Electricity is a current that runs throughout the book. Within the old housing, where narrow spaces are cramped with pieces of furniture, towels, flasks, brooms, fly-swats, pots, pans and baskets – the basics of living – cables run precariously up the walls, dangling and tangled into loose order. In one close-up shot, we see a spaghetti mess of wires fixed to a grubby wall, thick with grime and peeling with damp. The make-shift nature of life within these walls clearly draws Girard in; lured by the mystery and human stories that have adapted their needs to the environment with necessary inventiveness. The windows glow warmly and invitingly from the pavement.
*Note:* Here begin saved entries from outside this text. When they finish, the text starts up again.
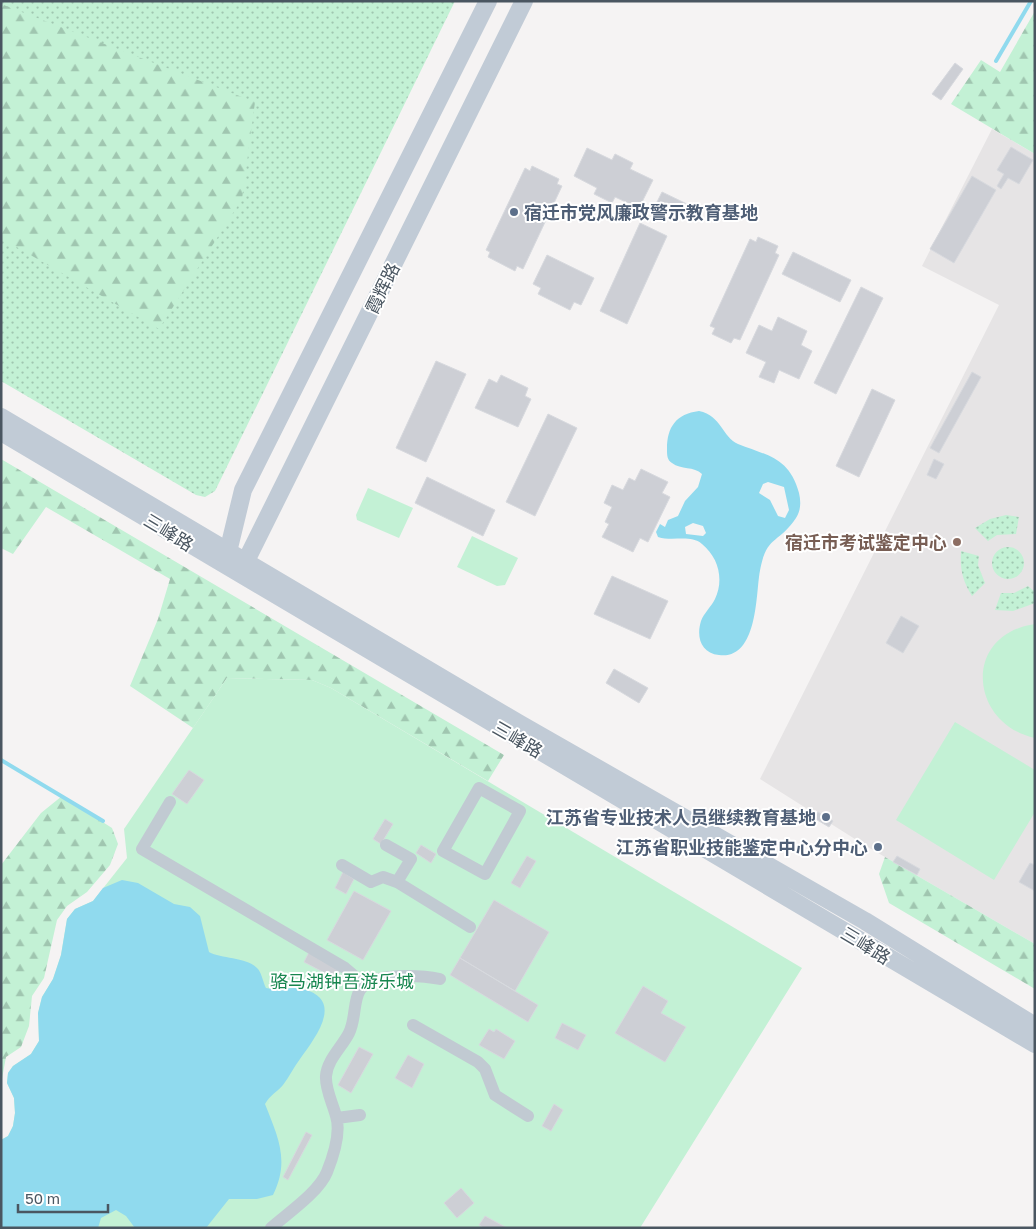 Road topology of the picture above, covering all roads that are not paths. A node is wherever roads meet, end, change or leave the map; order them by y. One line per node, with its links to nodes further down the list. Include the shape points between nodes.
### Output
1 (488, 1): 5 (main road, 霞辉路, via 243,490)
2 (524, 1): 6 (main road, 霞辉路)
3 (1, 417): 5 (main road, 三峰路)
4 (1, 432): 5 (main road, 三峰路)
5 (225, 558): 6 (main road, 三峰路)
6 (242, 568): 16 (main road, 三峰路, via 865,921); 17 (main road, 三峰路)
7 (170, 802): 14 (street, via 142,849 345,968 358,979)
8 (386, 845): 11 (street, via 411,859)
9 (342, 865): 11 (street, via 371,882 383,877)
10 (485, 874): 10 (street, via 443,851 479,788 520,811)
11 (397, 882): 12 (street)
12 (470, 927)
13 (440, 979): 14 (street, via 412,975 370,981)
14 (361, 988): 20 (street, via 352,1026 330,1062 326,1076)
15 (413, 1025): 19 (street, via 478,1062 485,1069 496,1095)
16 (1035, 1026)
17 (1035, 1044)
18 (360, 1114): 20 (street)
19 (528, 1116)
20 (337, 1118): 21 (street, via 336,1140 326,1174 318,1186)
21 (271, 1228)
Outside, electricity cables score against pale blue skies, running along streets, echoing the spindly branches of trees. These solutions which have served the millions living on the cusp of old and new, will soon be eradicated for efficiency and uniformity: capitalism and communism in perfect synergy.

There is a sense of loss and melancholy that permeates the pictures, something inherent in any place where people have been forcibly moved on. Think of deserted crofter cottages abandoned in the Highland clearances or the mining towns of California, left to crumble when the gold ran out. By taking the majority of images in the evocative dusk Girard takes the risk of erring on the side of romanticism or nostalgia. However, the interplay between natural and neon light serves a purpose beyond just atmosphere – it captures the transitory nature of these homes, shops and buildings on the edge of their destruction. Twilight is the very state of these communities.

Girard takes us inside to show the details of lives that constitute the buildings. In clear, crisp interior views, he frames a wooden cabinet on which stands a ghetto blaster, draped with a lace doily and topped by three souvenir koalas; a family picture hangs above where the group are dressed in Communist-style shirts. Modest possessions that represent day-to-day living and personal histories; in essence, a home.

There is an evident stubbornness – a “we shall not be moved” stance. Girard reveals structures where residents have refused to budge, despite being surrounded by rubble and their imminent demise, until the last moment when electricity is cut and the bulldozers move in. Sadly, the “benign neglect” of Communism in the latter part of the 20th century is not mirrored with any sort of benign restoration post-globalisation. Girard’s collection is an elegant document of a world that no longer holds a place in Shanghai’s heart, though it clearly does in his own and for the many people whose home it is and was.